The clock speed benefits of Moore's law have ended, and researchers must codesign future exascale HPC systems and applications concurrently in an integrated manner to achieve higher performance under stringent power and reliability constraints.
Computational science has become a vital tool in the 21st century, central to progress at the frontiers of nearly every scientific and engineering discipline, including many areas with significant societal impact. A persistent need for more computing power has provided an impetus for the high-performance computing (HPC) community to embark upon the path to exascale computing.
The challenges associated with achieving efficient, highly effective exascale computing are extraordinary.
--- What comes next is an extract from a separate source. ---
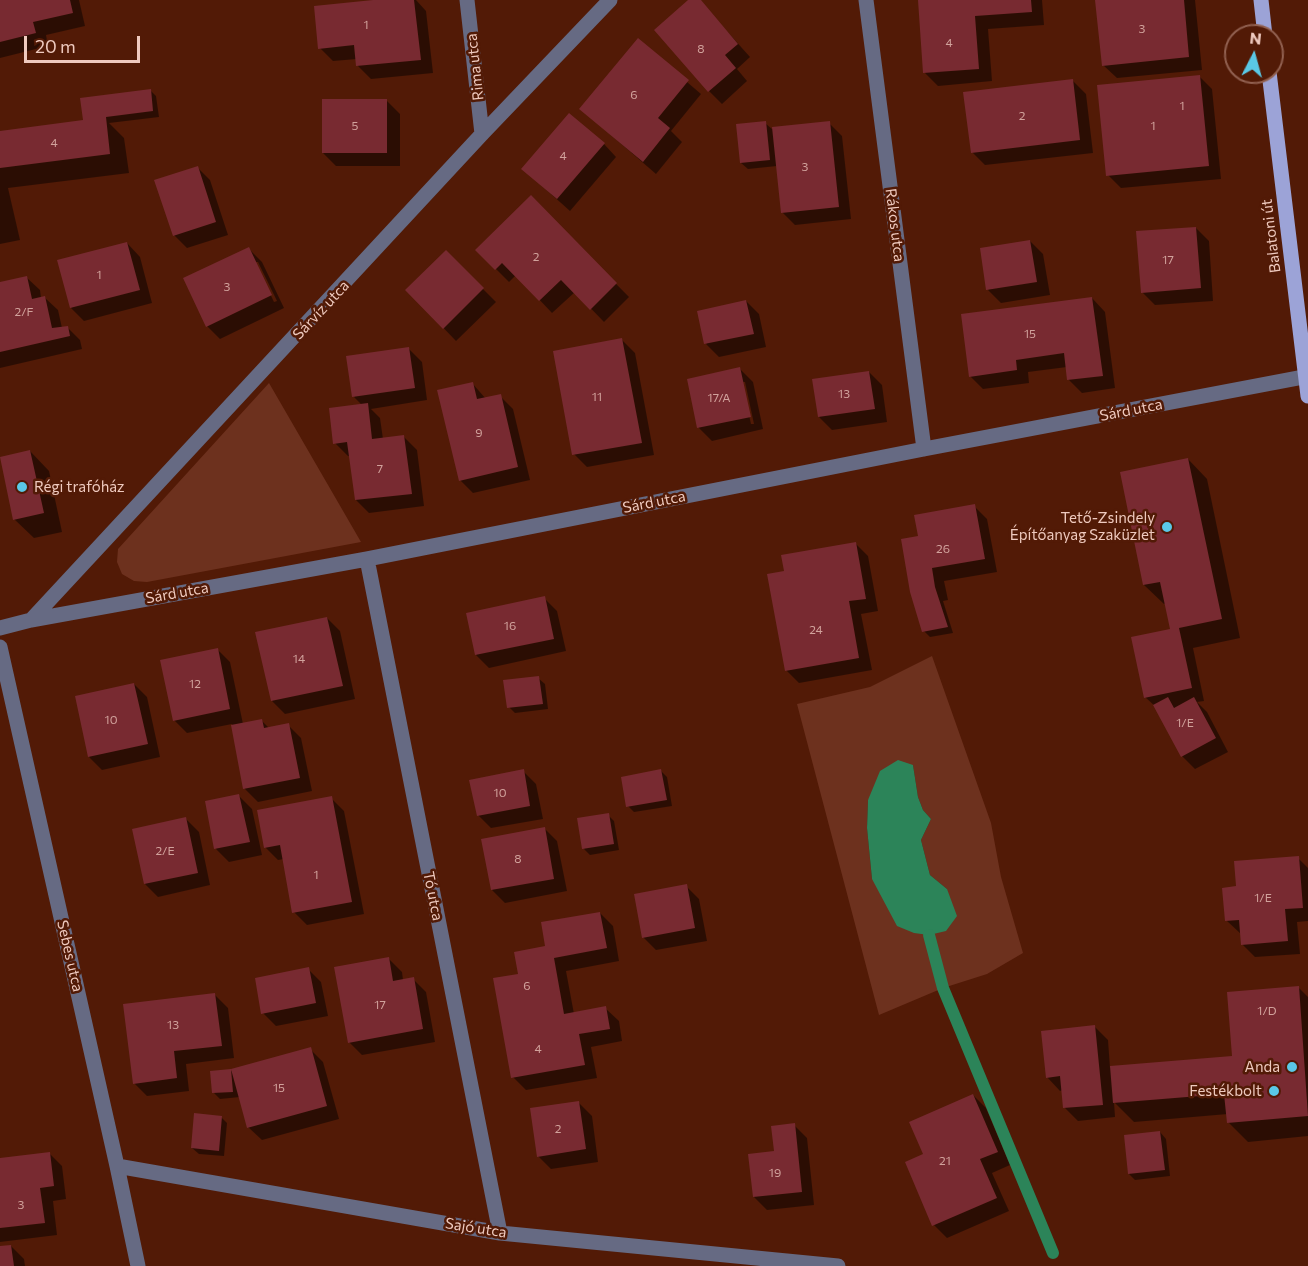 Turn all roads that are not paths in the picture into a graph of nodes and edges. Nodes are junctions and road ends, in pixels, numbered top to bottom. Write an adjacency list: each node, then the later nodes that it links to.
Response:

Past growth in HPC has been driven by performance and has relied on a combination of faster clock speeds and increasingly larger systems. Achieving exascale performance under reliability and power constraints and in the presence of levels of parallelism increased by orders of magnitude will change the path of system and application development,
A recent DARPA study showed that even if it were technically feasible, exascale systems built following the current trajectory would require an energy budget in the hundreds-of-megawatts-per-hour range and reliability estimates that would render them impractical. 1
Thus, the clock speed benefits of Moore's law have ended, and the emphasis must now unavoidably yield to the goal of achieving performance under stringent power and reliability constraints.
Exascale Computing Challenges
The issues researchers will encounter on the path to exascale HPC are equally critical for all large-scale computing architectures and facilities, not just the largest ones or only those related to scientific computing. Workloads may differ, but energy challenges are common. Because power is the overriding hardware concern, energy efficiency will be essential across all computing scales. Furthermore, energy issues will affect all levels of the computing system, including processors, interconnects, algorithms, software, and programming models.
Given the complexity of the increasingly daunting constraint space under consideration, successful optimization requires a new tack, a new approach, and a new set of design methodologies. For example, given the overwhelming performance and energy cost of data movement, 2
efficiency requires minimization of data movement—a task for all layers of the stack, from the hardware to the application software.
Similarly, optimization of the performance/power/reliability triad mandates rethinking of algorithms, programming models, and hardware in concert and requires an unprecedented level of collaboration and cooperation in hardware, system architecture, system software, and application codesign. This requires a completely new approach based on concurrent development and engineering in an integrated manner to a set of consistent overall design metrics, employing accurate, quantitative design methodologies.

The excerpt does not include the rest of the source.